The Comparison of Cepstral Peak Prominence by Using Speech Tool and Praat for Voice Analysis of Patients With Vocal Cord Palsy

Article information

J Korean Soc Laryngol Phoniatr Logop. 2023;34(2):45-49
Publication date (electronic) : 2023 August 29
doi : https://doi.org/10.22469/jkslp.2023.34.2.45
Department of Otorhinolaryngology-Head and Neck Surgery, Gil Medical Center, Gachon University College of Medicine, Incheon, Korea
Corresponding Author Woori Park, MD Department of Otorhinolaryngology-Head and Neck Surgery, Gil Medical Center, Gachon University College of Medicine, 21 Namdong-daero 774beon-gil, Namdong-gu, Incheon 21565, Korea Tel +82-32-460-3324 Fax+82-32-467-9044 E-mail wooripark@gilhospital.com
Received 2023 May 29; Revised 2023 July 26; Accepted 2023 August 4.

Abstract

Background and Objectives

This study aimed to evaluate the voice of patients with vocal cord palsy using the Praat compared to Speech tool.

Materials and Method

The medical record of the patients with vocal cord palsy from 2013 to 2021 was analyzed retrospectively to validate Praat as a voice evaluation modality compared to the speech tool. Total 60 patients were enrolled in this study. Thirty control and 30 vocal cord palsy patients were selected to undergo recording of voice samples. The voice samples, /a/ and “Sancheck” were evaluated both groups and cepstral peak prominence was analyzed with both modalities; Praat and speech tool.

Results

Statistically significant differences were observed between the control and vocal cord palsy groups in the speech tool and Praat. There was also a significant difference between pre- and post-treatment values in the vocal cord palsy group. A similar change in the voice value was observed using both methods. The Praat showed a lower value in 1st visit of patients with vocal cord palsy in the vowel test. The Praat vowel test may sensitively represent voice problems in patients with vocal cord palsy. This could contribute to decision-making regarding the treatment modality for vocal cord palsy.

Conclusion

Praat is open-access software that is freely available. It can be easily and sufficiently used for voice evaluation in patients with vocal cord palsy.

INTRODUCTION

Patients with vocal cord palsy experience multiple difficulties, one of which is voice problems: breathy, weak, and low-pitched dysphonia.
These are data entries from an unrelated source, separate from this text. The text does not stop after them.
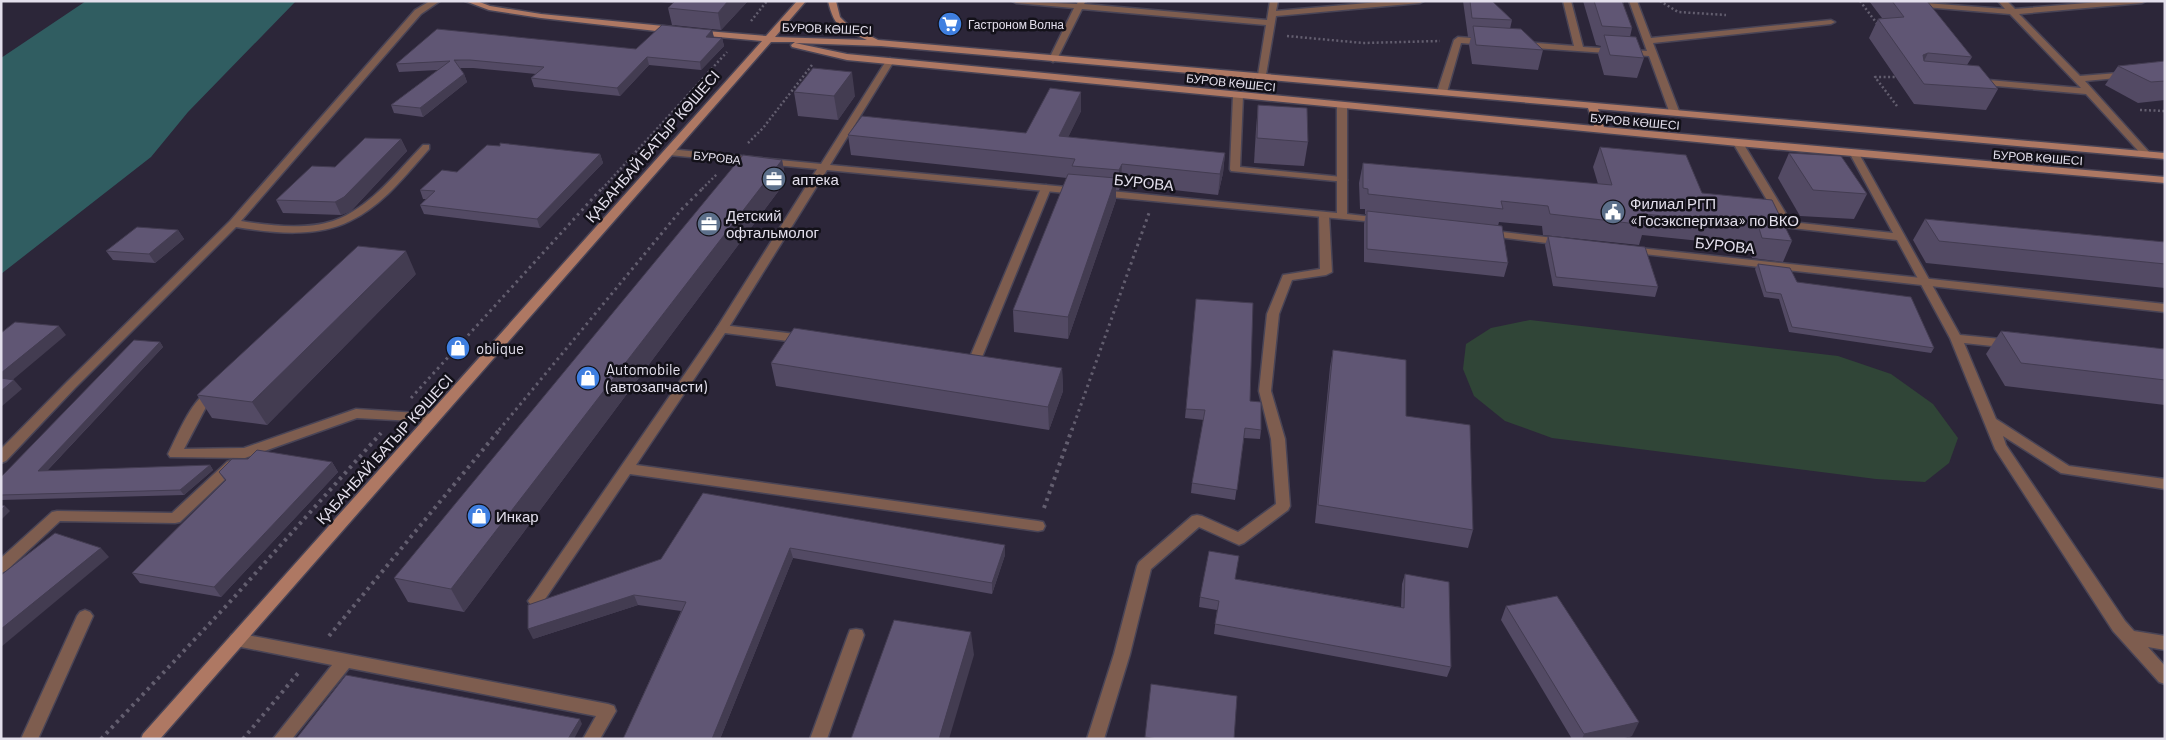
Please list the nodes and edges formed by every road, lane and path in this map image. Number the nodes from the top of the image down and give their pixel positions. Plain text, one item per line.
1 (436, 1) edge
2 (470, 1) edge
3 (767, 1) edge
4 (802, 1) edge
5 (832, 1) edge
6 (1016, 1) edge
7 (1274, 1) edge
8 (1420, 1) edge
9 (1567, 1) edge
10 (1633, 1) edge
11 (1860, 1) edge
12 (2002, 1) edge
13 (2142, 1) edge
14 (1080, 4) edge
15 (1925, 5) edge
16 (2013, 12) junction
17 (1271, 18) junction
18 (1831, 22) dead end
19 (680, 30) edge
20 (690, 31) edge
21 (1884, 32) edge
22 (1269, 34) junction
23 (739, 36) junction
24 (768, 39) junction
25 (1458, 40) junction
26 (1648, 41) junction
27 (881, 43) junction
28 (1495, 43) edge
29 (1514, 44) edge
30 (1579, 48) junction
31 (823, 52) junction
32 (1652, 54) junction
33 (1053, 59) junction
34 (890, 61) junction
35 (2136, 73) edge
36 (1262, 75) junction
37 (1901, 77) edge
38 (2078, 79) junction
39 (1966, 81) edge
40 (2089, 91) junction
41 (1442, 92) junction
42 (1238, 96) junction
43 (1592, 105) junction
44 (1342, 106) junction
45 (1897, 106) dead end
46 (2140, 110) dead end
47 (1674, 111) junction
48 (2165, 111) edge
49 (1600, 130) junction
50 (1738, 143) junction
51 (426, 147) dead end
52 (668, 152) junction
53 (1855, 154) junction
54 (2147, 155) junction
55 (2165, 156) edge
56 (732, 158) junction
57 (824, 167) junction
58 (1342, 180) junction
59 (2165, 180) edge
60 (1046, 188) junction
61 (1154, 198) junction
62 (1324, 215) junction
63 (1342, 217) junction
64 (1391, 222) edge
65 (234, 223) junction
66 (1470, 232) edge
67 (1899, 237) junction
68 (1579, 244) edge
69 (1618, 248) edge
70 (1924, 283) junction
71 (2165, 308) edge
72 (722, 329) junction
73 (1956, 338) junction
74 (819, 342) edge
75 (2022, 346) edge
76 (955, 360) edge
77 (224, 385) edge
78 (396, 415) junction
79 (433, 418) junction
80 (1990, 422) junction
81 (245, 453) junction
82 (1, 458) edge
83 (626, 469) junction
84 (2165, 484) edge
85 (1038, 526) joint
86 (1, 567) edge
87 (536, 601) edge
88 (84, 616) dead end
89 (856, 636) dead end
90 (2128, 637) junction
91 (237, 640) junction
92 (2165, 643) edge
93 (313, 655) junction
94 (346, 661) junction
95 (2165, 677) edge
96 (29, 739) edge
97 (101, 739) edge
98 (149, 739) edge
99 (243, 739) edge
100 (281, 739) edge
101 (591, 739) edge
102 (818, 739) edge
103 (1095, 739) edge

1 - 65 street
2 - 19 main road
3 - 23 path
4 - 24 main road, ҚАБАНБАЙ БАТЫР КӨШЕСІ
5 - 27 main road
6 - 14 street
7 - 17 street
8 - 17 street
9 - 30 street
10 - 26 street
11 - 21 path
12 - 16 street
13 - 16 street
14 - 17 street
14 - 33 street
15 - 16 street
16 - 38 street
17 - 22 street
18 - 26 street
20 - 23 main road
22 - 25 path
22 - 36 street
23 - 24 main road
23 - 78 path
24 - 27 main road, БУРОВ КӨШЕСІ
24 - 31 main road, БУРОВ КӨШЕСІ
24 - 52 main road, ҚАБАНБАЙ БАТЫР КӨШЕСІ
25 - 28 street
25 - 41 street
26 - 32 street
27 - 33 main road, БУРОВ КӨШЕСІ
29 - 30 street
30 - 32 street
31 - 34 main road, БУРОВ КӨШЕСІ
31 - 56 path
32 - 47 street
33 - 36 main road, БУРОВ КӨШЕСІ
34 - 42 main road, БУРОВ КӨШЕСІ
34 - 57 street
35 - 38 street
36 - 41 main road, БУРОВ КӨШЕСІ
37 - 45 path
38 - 40 street
39 - 40 street
40 - 54 street
41 - 43 main road, БУРОВ КӨШЕСІ
42 - 44 main road, БУРОВ КӨШЕСІ
42 - 58 street
43 - 47 main road, БУРОВ КӨШЕСІ
43 - 49 main road
44 - 49 main road, БУРОВ КӨШЕСІ
44 - 58 street
46 - 48 path
47 - 54 main road, БУРОВ КӨШЕСІ
49 - 50 main road, БУРОВ КӨШЕСІ
50 - 53 main road, БУРОВ КӨШЕСІ
50 - 67 street
51 - 65 street
52 - 56 street, БУРОВА
52 - 79 main road, ҚАБАНБАЙ БАТЫР КӨШЕСІ
53 - 59 main road, БУРОВ КӨШЕСІ
53 - 67 street
54 - 55 main road, БУРОВ КӨШЕСІ
56 - 57 street, БУРОВА
56 - 93 path
57 - 60 street, БУРОВА
57 - 72 street
58 - 63 street
60 - 61 street, БУРОВА
60 - 76 street
61 - 62 street, БУРОВА
61 - 85 path
62 - 63 street, БУРОВА
62 - 103 street
63 - 64 street, БУРОВА
65 - 82 street
66 - 68 street
67 - 70 street
69 - 70 street, БУРОВА
70 - 71 street, БУРОВА
70 - 73 street
72 - 74 street
72 - 83 street
73 - 75 street
73 - 80 street
77 - 81 street
78 - 79 street
78 - 81 street
78 - 97 path
79 - 91 main road, ҚАБАНБАЙ БАТЫР КӨШЕСІ
80 - 84 street
80 - 90 street
81 - 86 street
83 - 85 street
83 - 87 street
88 - 96 street
89 - 102 street
90 - 92 street
90 - 95 street
91 - 93 street
91 - 98 main road, ҚАБАНБАЙ БАТЫР КӨШЕСІ
93 - 94 street
93 - 99 path
94 - 100 street
94 - 101 street

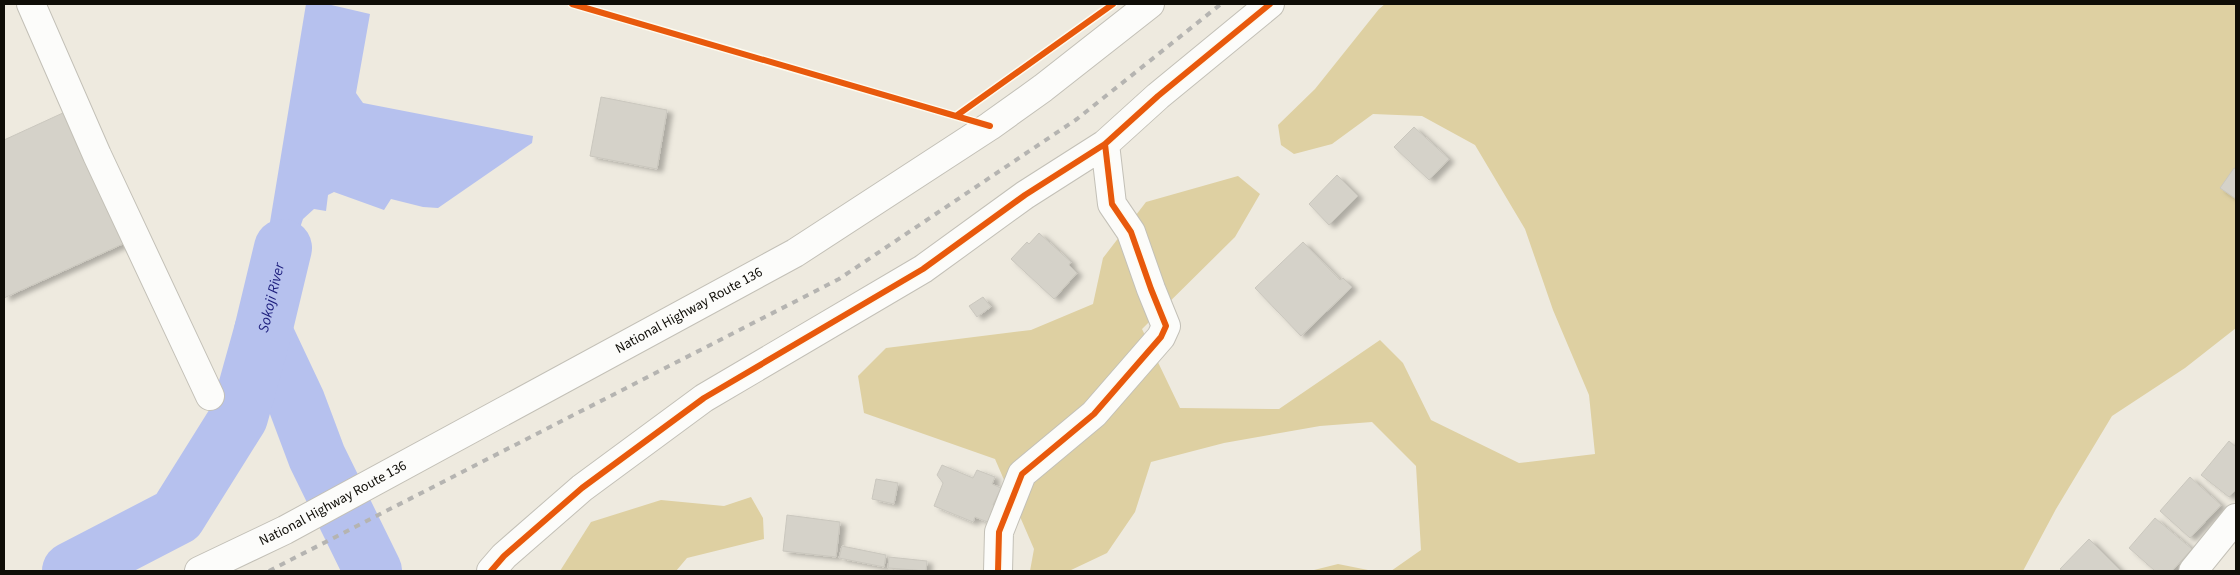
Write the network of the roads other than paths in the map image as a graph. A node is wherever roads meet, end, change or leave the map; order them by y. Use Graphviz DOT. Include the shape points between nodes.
graph roads {
  1 [pos="31,4"];
  2 [pos="1150,4"];
  3 [pos="1270,4"];
  4 [pos="1106,144"];
  5 [pos="210,396"];
  6 [pos="2236,518"];
  7 [pos="199,571"];
  8 [pos="491,571"];
  9 [pos="998,571"];
  10 [pos="2193,571"];
  1 -- 5 [label="main road" via="97,155"];
  2 -- 7 [label="main road, National Highway Route 136" via="1043,88 795,253 375,482"];
  3 -- 4 [label="main road" via="1158,96"];
  4 -- 8 [label="main road" via="1025,195 923,270 704,398 582,488"];
  4 -- 9 [label="main road" via="1112,204 1131,232 1166,326 1161,337 1094,414 1022,474 999,532"];
  6 -- 10 [label="main road"];
}
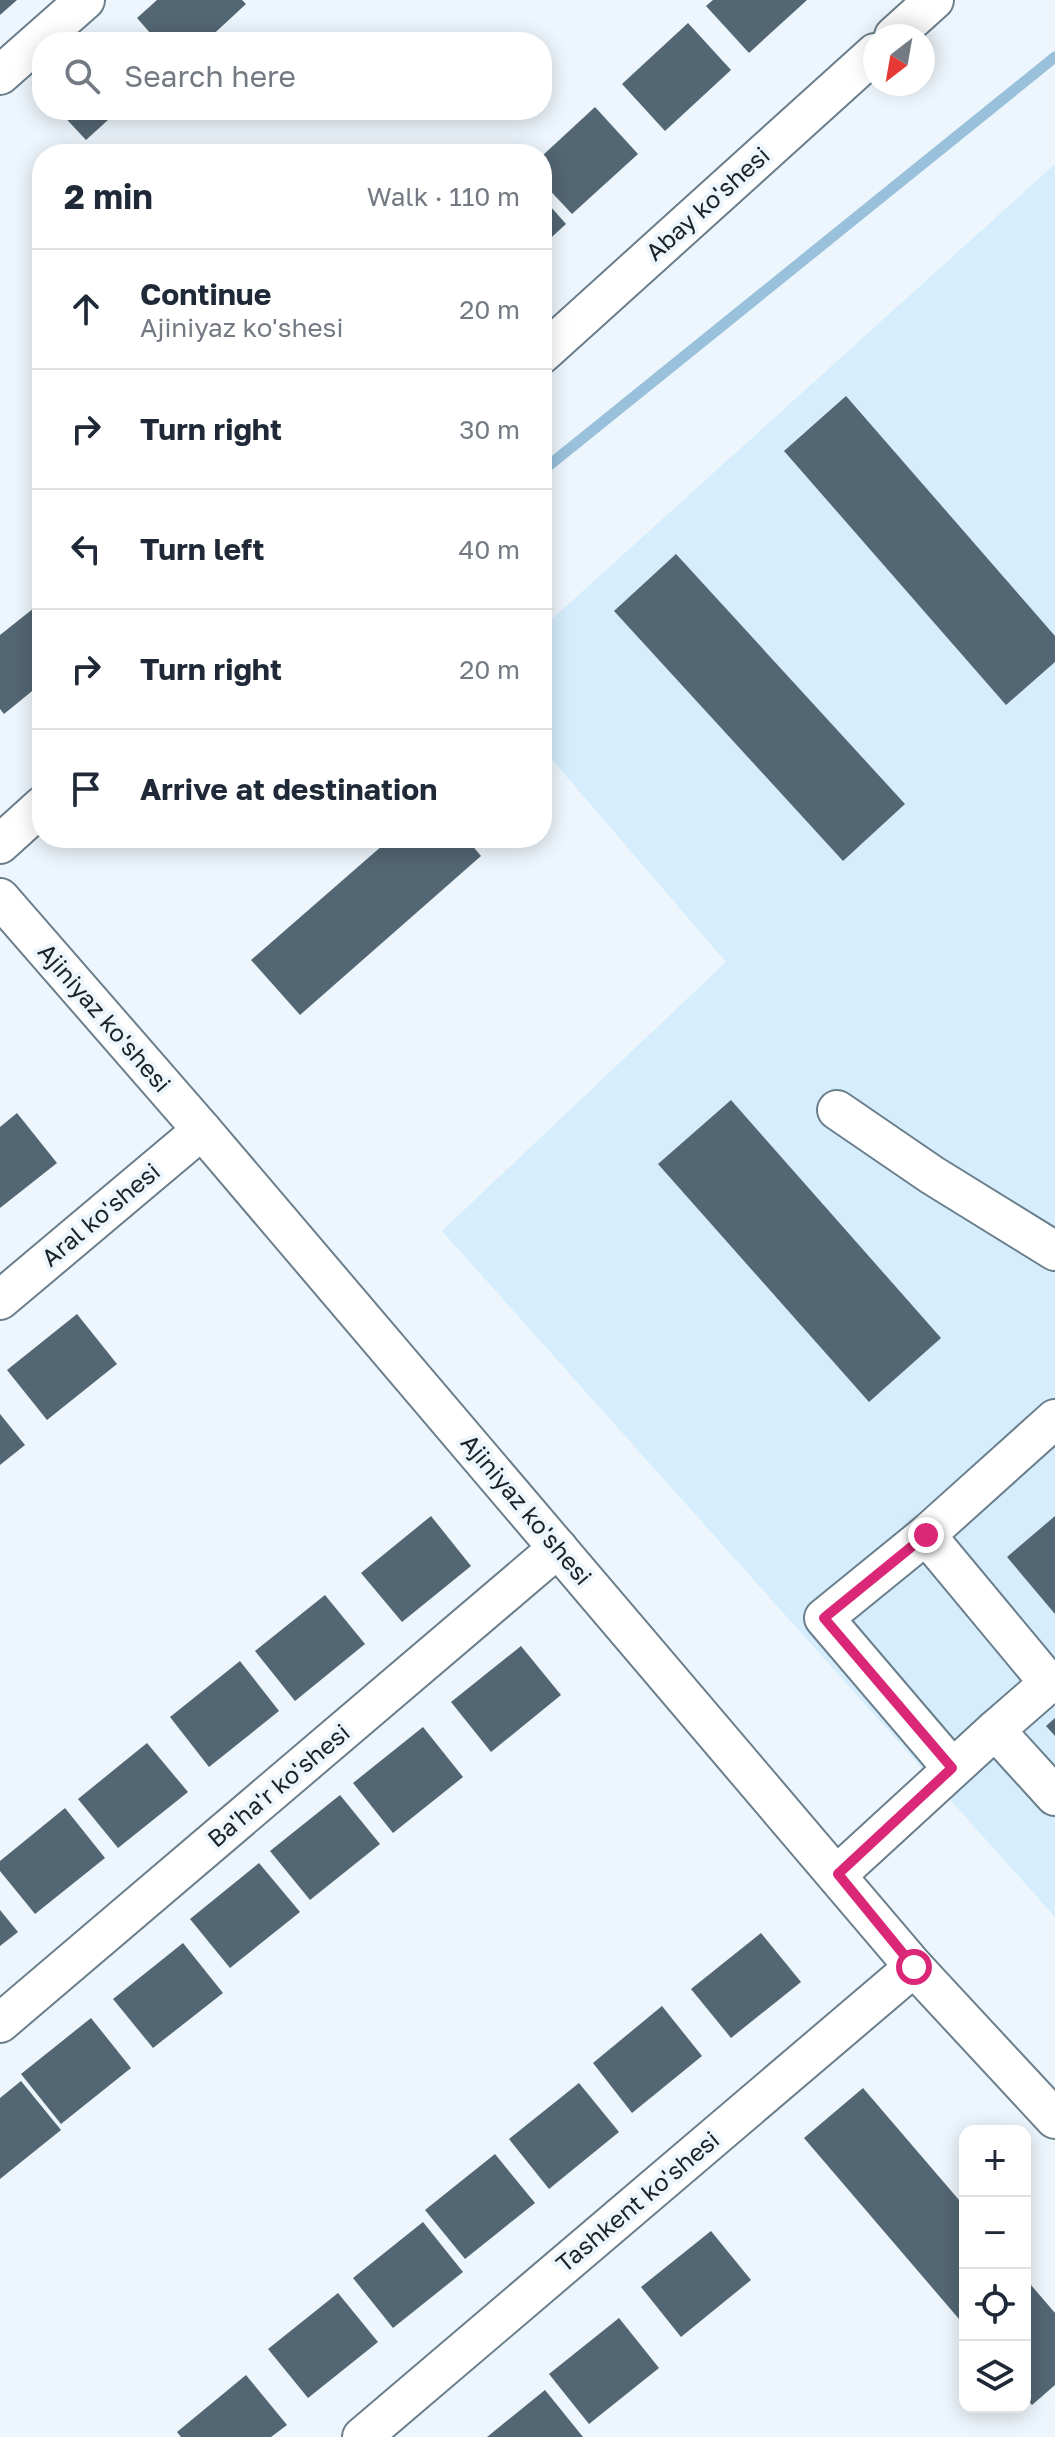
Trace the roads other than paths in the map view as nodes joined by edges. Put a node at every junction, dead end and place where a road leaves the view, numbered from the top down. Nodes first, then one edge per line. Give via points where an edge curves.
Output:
1 (85, 0) edge
2 (934, 0) edge
3 (907, 24) edge
4 (49, 32) edge
5 (32, 47) edge
6 (863, 64) edge
7 (0, 75) edge
8 (552, 345) edge
9 (32, 815) edge
10 (0, 844) edge
11 (0, 898) edge
12 (837, 1110) dead end
13 (202, 1130) junction
14 (1055, 1251) edge
15 (0, 1300) edge
16 (1055, 1419) edge
17 (926, 1535) junction
18 (558, 1548) junction
19 (995, 1730) junction
20 (952, 1768) junction
21 (1055, 1796) edge
22 (838, 1874) junction
23 (914, 1967) junction
24 (0, 2023) edge
25 (1055, 2119) edge
26 (362, 2437) edge

1 - 4 street
2 - 3 street
5 - 7 street
6 - 8 street, Abay ko'shesi
9 - 10 street
11 - 13 street, Ajiniyaz ko'shesi
12 - 14 street
13 - 15 street, Aral ko'shesi
13 - 18 street, Ajiniyaz ko'shesi
16 - 17 street
17 - 19 street via 1049,1683
17 - 20 street via 824,1618
18 - 22 street, Ajiniyaz ko'shesi
18 - 24 street, Ba'ha'r ko'shesi
19 - 20 street
19 - 21 street
20 - 22 street
22 - 23 street, Ajiniyaz ko'shesi
23 - 25 street, Ajiniyaz ko'shesi
23 - 26 street, Tashkent ko'shesi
Over the years of research on voice and speech, cepstral peak prominence (CPP) has become an objective measure of breathiness and dysphonia. Guidance from the American Speech-Language-Hearing Association recommends CPP as a tool for measuring the overall level of noise in the vocal signal and as a general measure of dysphonia [1].

Voice problems can be measured and quantified using different software programs, such as Analysis of Dysphonia in Speech and Voice, speech tools, and Praat [2].

As described by Maryn et al. [3], CPP is an acoustic measure of voice quality that has been qualified as the most promising and perhaps robust acoustic measure of dysphonia severity. Speech tool’s CPP value has been used in many studies to evaluate patient’s voice [4-8].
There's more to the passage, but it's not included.